FIG. 11 is a flowchart of an image synthesis method according to the present disclosure. - Reference will now be made in detail to embodiments, examples of which are illustrated in the accompanying drawings, wherein like reference numerals refer to like elements throughout. In this regard, the present embodiments may have different forms and should not be construed as being limited to the descriptions set forth herein. Accordingly, the embodiments are merely described below, by referring to the figures, to explain aspects of the present description. As used herein, the term “and/or” includes any and all combinations of one or more of the associated listed items. Expressions such as “at least one of,” when preceding a list of elements, modify the entire list of elements and do not modify the individual elements of the list.
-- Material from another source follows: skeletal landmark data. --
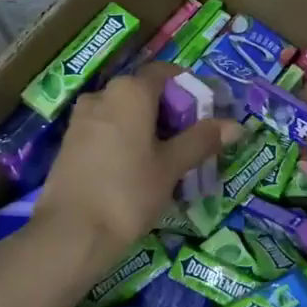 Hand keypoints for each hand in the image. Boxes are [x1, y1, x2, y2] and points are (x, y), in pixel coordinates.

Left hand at [35, 62, 239, 270]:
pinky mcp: (70, 143)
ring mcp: (81, 119)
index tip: (207, 112)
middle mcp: (102, 95)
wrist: (71, 233)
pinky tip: (137, 170)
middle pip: (144, 92)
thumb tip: (236, 125)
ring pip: (124, 113)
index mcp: (130, 91)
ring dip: (147, 128)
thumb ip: (201, 140)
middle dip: (170, 112)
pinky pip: (106, 130)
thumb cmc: (129, 192)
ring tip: (167, 159)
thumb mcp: (171, 166)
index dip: (189, 88)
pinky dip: (126, 140)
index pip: (165, 73)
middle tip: (192, 141)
- The present disclosure will now be described more fully with reference to the accompanying drawings, in which exemplary embodiments of the present disclosure are shown. The present disclosure may, however, be embodied in many different forms, and should not be construed as being limited to the embodiments set forth herein; rather, these embodiments are provided so that this disclosure will be thorough and complete, and will fully convey the concept of the present disclosure to those skilled in the art. Throughout the specification, like reference numerals denote like elements. Further, in the drawings, various elements and regions are schematically illustrated. Thus, the present disclosure is not limited by relative sizes or intervals illustrated.
- While such terms as “first,” “second,” etc., may be used to describe various components, such components must not be limited to the above terms. The above terms are used only to distinguish one component from another. For example, without departing the scope of rights of the present disclosure, a first element may be referred to as a second element, and similarly, the second element may be referred to as the first element.
- The terms used in the present specification are merely used to describe particular embodiments, and are not intended to limit the present disclosure. An expression used in the singular form encompasses the expression in the plural form, unless it has a clearly different meaning in the context. In the present specification, it is to be understood that the terms such as “including” or “having”, etc., are intended to indicate the existence of the features, numbers, steps, actions, components, parts, or combinations thereof disclosed in the specification, and are not intended to preclude the possibility that one or more other features, numbers, steps, actions, components, parts, or combinations thereof may be added.
- Unless defined differently, all terms used in the description, including technical and scientific terms, have the same meanings as generally understood by those skilled in the art. Terms commonly used and defined in dictionaries should be construed as having the same meanings as in the associated technical context of the present disclosure, and unless defined apparently in the description, these terms are not ideally or excessively construed as having formal meanings.
- When an embodiment is implementable in another manner, a predetermined process order may be different from a described one. For example, two processes that are consecutively described may be substantially simultaneously performed or may be performed in an opposite order to the described order.
- In addition, terms such as “..er (..or)”, “... unit”, “... module”, or the like refer to units that perform at least one function or operation, and the units may be implemented as computer-based hardware or software executed on a computer or as a combination of hardware and software.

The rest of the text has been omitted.